Sana, elle, est placée au bord droit du cadre. La même image
photographique se fait face, et s'inverse. Et se complémente.
Le reste du temps, les corps souvent placés au précipice ou
fuyant le « champ », indiquent cet Autre sans cesse repoussé,
sans cesse écarté.
Souvent, aussi, un obstacle vient lutter contre l'harmonie
des corps : du feuillage au premier plan, un mur, etc. Bila
et Sana souvent pris en sur-cadrage d'évoquer leur distance,
leur recul, leur prise de position lucide sur cette société
qu'ils observent en silence. Et sans jugement. " Ne la
juge pas " est-il d'ailleurs dit dans Yaaba. « Elle
a peut-être ses raisons ».
Au tour de Yaaba, également, cette brèche réelle dans
la chair de Nopoko lors d'une altercation avec des enfants
du village. Cette coupure au couteau sera le nouvel élément
dramatique du film jusqu'à la fin, il en est le suc. Les rares
gros plans du film, comme des moments de rupture esthétique
violente, traquent ces plaies ouvertes dans la peau des bras
et des visages. Yaaba est cette grand-mère au vieux corps
filmé sans détour. La peau, « le profond ».

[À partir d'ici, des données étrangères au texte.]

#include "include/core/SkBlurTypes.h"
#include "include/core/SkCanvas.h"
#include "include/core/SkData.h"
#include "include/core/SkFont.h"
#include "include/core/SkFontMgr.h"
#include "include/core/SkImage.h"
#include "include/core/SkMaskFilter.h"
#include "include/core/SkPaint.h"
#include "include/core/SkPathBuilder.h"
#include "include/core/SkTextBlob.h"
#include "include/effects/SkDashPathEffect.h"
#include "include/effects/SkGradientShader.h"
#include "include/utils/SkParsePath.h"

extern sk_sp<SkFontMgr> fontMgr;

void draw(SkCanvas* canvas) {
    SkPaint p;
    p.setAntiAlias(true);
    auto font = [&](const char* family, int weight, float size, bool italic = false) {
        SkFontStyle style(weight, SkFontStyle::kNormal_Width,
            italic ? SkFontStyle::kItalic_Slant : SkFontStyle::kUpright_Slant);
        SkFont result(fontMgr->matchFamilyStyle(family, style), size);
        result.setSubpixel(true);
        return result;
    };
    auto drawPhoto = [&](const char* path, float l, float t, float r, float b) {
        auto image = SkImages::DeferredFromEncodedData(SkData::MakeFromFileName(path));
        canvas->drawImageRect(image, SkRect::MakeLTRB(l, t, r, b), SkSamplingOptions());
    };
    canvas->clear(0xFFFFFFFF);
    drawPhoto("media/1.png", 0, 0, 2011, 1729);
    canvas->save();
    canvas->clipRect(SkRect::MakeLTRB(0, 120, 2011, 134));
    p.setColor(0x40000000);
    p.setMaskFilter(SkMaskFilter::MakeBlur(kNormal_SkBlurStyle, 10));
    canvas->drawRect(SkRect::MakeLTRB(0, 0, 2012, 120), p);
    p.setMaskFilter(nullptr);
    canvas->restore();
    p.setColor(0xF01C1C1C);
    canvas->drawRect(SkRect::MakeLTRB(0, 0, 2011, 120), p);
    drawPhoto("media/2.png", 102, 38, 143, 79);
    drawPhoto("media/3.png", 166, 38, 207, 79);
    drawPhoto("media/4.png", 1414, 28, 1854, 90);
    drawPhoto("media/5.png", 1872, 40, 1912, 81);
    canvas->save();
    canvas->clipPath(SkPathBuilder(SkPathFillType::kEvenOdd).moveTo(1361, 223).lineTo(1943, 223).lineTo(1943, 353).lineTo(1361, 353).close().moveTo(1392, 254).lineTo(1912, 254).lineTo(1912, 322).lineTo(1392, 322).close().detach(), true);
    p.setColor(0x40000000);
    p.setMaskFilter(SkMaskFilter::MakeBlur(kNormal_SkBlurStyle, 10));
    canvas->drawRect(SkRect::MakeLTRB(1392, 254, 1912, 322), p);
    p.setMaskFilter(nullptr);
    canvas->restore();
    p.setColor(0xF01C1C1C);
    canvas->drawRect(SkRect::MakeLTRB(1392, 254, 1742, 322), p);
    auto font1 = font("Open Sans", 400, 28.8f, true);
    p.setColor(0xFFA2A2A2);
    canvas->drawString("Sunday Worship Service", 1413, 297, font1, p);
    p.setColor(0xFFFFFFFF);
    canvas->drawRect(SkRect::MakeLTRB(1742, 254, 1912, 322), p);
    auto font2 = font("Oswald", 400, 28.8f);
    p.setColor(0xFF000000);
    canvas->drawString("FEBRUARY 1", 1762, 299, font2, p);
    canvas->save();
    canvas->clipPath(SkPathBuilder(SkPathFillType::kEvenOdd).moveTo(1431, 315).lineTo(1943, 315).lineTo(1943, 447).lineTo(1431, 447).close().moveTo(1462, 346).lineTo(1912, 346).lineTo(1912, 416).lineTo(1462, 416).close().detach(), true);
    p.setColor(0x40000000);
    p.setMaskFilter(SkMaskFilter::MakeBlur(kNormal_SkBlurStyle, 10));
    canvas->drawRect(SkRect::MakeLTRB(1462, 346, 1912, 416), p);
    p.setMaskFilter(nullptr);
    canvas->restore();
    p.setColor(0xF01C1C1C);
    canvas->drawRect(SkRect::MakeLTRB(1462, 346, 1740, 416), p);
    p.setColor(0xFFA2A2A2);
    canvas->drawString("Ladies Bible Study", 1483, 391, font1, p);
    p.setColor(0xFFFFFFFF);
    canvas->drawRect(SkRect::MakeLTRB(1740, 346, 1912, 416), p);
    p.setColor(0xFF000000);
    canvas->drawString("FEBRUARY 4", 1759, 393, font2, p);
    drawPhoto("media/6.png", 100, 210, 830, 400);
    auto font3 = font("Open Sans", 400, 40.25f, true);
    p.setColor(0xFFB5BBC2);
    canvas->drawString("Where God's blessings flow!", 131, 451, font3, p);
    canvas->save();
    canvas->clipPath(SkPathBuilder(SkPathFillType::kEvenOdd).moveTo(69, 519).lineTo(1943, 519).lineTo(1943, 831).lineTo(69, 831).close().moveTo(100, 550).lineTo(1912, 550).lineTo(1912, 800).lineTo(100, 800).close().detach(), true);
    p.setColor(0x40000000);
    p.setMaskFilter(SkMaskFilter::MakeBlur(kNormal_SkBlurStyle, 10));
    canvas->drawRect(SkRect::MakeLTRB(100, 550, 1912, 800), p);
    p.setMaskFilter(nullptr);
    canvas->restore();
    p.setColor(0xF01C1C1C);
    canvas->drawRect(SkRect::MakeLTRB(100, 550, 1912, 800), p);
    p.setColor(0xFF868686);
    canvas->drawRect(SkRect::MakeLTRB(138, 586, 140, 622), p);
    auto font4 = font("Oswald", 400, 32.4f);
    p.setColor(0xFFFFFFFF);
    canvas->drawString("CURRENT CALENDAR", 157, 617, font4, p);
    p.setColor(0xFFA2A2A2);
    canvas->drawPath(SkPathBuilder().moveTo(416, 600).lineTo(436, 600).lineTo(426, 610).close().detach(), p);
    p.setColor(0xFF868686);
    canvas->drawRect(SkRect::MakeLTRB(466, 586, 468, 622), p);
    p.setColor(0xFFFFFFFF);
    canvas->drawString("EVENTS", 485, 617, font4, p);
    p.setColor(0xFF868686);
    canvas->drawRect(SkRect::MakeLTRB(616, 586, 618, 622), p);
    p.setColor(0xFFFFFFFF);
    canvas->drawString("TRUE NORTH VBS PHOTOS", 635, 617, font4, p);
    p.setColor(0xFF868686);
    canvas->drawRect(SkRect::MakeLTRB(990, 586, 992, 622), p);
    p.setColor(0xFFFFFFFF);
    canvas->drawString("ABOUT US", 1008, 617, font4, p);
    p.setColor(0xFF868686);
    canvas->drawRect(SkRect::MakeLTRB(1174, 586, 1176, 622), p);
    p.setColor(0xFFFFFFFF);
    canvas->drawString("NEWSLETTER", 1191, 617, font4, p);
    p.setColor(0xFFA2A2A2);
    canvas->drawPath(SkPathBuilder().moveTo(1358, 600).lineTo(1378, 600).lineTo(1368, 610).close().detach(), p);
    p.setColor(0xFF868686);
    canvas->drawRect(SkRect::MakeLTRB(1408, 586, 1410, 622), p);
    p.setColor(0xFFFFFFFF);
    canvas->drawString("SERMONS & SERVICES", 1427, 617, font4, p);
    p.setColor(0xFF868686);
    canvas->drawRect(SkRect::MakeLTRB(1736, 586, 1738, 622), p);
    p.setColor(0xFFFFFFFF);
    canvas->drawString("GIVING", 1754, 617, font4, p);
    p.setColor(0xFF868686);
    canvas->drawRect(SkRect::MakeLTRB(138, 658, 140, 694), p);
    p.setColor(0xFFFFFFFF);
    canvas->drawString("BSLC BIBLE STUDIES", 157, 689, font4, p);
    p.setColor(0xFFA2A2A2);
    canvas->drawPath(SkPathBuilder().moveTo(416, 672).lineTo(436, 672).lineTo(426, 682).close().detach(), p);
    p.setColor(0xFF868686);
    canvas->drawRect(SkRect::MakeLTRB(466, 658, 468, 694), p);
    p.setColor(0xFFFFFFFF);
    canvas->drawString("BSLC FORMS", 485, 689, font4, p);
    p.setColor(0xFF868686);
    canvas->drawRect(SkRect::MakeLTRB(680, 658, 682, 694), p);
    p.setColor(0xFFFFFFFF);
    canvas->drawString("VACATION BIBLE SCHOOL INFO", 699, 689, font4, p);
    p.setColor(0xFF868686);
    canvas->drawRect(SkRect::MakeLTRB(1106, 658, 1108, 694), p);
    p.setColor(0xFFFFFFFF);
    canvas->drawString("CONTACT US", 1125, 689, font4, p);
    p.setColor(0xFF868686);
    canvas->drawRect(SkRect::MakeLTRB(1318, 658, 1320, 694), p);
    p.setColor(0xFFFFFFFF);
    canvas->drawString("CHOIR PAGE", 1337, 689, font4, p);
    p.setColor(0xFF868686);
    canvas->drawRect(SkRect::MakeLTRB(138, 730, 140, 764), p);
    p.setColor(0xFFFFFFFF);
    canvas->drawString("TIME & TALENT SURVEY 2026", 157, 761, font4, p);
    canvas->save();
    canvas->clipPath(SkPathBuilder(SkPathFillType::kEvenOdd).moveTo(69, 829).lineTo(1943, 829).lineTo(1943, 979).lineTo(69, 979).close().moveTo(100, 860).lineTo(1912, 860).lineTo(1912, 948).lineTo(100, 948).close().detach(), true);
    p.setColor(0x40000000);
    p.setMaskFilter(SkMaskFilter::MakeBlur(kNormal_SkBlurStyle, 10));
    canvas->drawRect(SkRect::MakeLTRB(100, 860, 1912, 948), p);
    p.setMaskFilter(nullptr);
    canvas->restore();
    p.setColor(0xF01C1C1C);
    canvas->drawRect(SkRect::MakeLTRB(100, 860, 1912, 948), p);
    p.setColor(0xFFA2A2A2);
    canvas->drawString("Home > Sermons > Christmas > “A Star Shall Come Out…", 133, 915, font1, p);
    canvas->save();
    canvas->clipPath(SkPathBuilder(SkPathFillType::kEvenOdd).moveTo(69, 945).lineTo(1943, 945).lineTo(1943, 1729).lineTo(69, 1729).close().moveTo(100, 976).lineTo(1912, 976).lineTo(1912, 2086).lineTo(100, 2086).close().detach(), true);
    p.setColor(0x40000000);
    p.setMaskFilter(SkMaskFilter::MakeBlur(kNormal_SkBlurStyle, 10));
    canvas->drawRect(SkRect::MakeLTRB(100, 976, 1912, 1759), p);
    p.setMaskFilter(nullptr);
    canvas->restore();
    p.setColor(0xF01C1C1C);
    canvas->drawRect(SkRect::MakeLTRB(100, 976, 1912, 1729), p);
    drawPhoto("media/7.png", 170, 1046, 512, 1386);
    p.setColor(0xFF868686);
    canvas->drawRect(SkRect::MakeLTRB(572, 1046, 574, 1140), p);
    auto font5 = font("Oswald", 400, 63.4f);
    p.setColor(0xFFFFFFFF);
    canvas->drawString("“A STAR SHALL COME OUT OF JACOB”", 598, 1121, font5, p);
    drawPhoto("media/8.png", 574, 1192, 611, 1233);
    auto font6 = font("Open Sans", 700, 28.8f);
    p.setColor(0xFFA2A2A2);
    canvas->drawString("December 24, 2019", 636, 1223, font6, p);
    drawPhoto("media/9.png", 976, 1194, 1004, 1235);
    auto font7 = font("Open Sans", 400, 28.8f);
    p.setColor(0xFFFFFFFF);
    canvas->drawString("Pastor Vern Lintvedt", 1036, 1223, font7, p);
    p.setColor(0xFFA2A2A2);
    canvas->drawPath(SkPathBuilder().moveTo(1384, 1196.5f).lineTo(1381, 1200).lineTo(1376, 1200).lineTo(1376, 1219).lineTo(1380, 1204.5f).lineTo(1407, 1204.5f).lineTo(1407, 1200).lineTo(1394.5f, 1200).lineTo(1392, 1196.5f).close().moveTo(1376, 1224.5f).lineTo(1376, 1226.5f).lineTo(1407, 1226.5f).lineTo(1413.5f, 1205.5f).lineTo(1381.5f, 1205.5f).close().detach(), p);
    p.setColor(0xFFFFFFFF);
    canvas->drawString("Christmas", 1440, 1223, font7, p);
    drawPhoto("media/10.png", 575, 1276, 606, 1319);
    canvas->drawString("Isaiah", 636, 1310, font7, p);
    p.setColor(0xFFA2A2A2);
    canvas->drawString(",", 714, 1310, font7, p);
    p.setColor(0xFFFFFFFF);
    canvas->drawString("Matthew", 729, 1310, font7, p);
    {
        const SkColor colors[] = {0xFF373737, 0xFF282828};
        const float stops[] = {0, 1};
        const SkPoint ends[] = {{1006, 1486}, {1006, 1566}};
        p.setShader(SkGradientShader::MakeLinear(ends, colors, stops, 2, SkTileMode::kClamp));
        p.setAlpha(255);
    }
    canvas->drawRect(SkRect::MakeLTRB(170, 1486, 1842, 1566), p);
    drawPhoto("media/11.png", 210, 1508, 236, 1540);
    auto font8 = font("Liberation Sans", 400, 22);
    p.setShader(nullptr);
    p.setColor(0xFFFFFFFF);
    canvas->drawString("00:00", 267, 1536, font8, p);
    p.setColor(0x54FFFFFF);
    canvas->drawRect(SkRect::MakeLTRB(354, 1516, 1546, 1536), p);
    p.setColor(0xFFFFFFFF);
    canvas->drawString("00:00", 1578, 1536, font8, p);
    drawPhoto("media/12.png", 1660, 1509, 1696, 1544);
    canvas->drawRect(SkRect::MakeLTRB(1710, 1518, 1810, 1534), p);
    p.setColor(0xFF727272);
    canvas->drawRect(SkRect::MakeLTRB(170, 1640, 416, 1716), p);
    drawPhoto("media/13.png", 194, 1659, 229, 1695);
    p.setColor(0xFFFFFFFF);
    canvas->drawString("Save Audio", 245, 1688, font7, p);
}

Métonymie de la distance, va et vient entre le corps de l'Afrique
et les visages, entre monde intérieur et extérieur, Yaaba
raconte aussi la mise à l'écart d'un monde et d'un cinéma.
Mais le film aborde aussi ces territoires intimes où l'identité
personnelle est possible. Identité possible soit dans la disparition
du monde (le mot revient souvent dans le film et les enfants
jouent sans cesse à disparaître), soit dans la révélation
des corps (chair ouverte, adultère révélé, passé des ancêtres
révélé, etc.). Mais toujours dans le choix et l'émancipation.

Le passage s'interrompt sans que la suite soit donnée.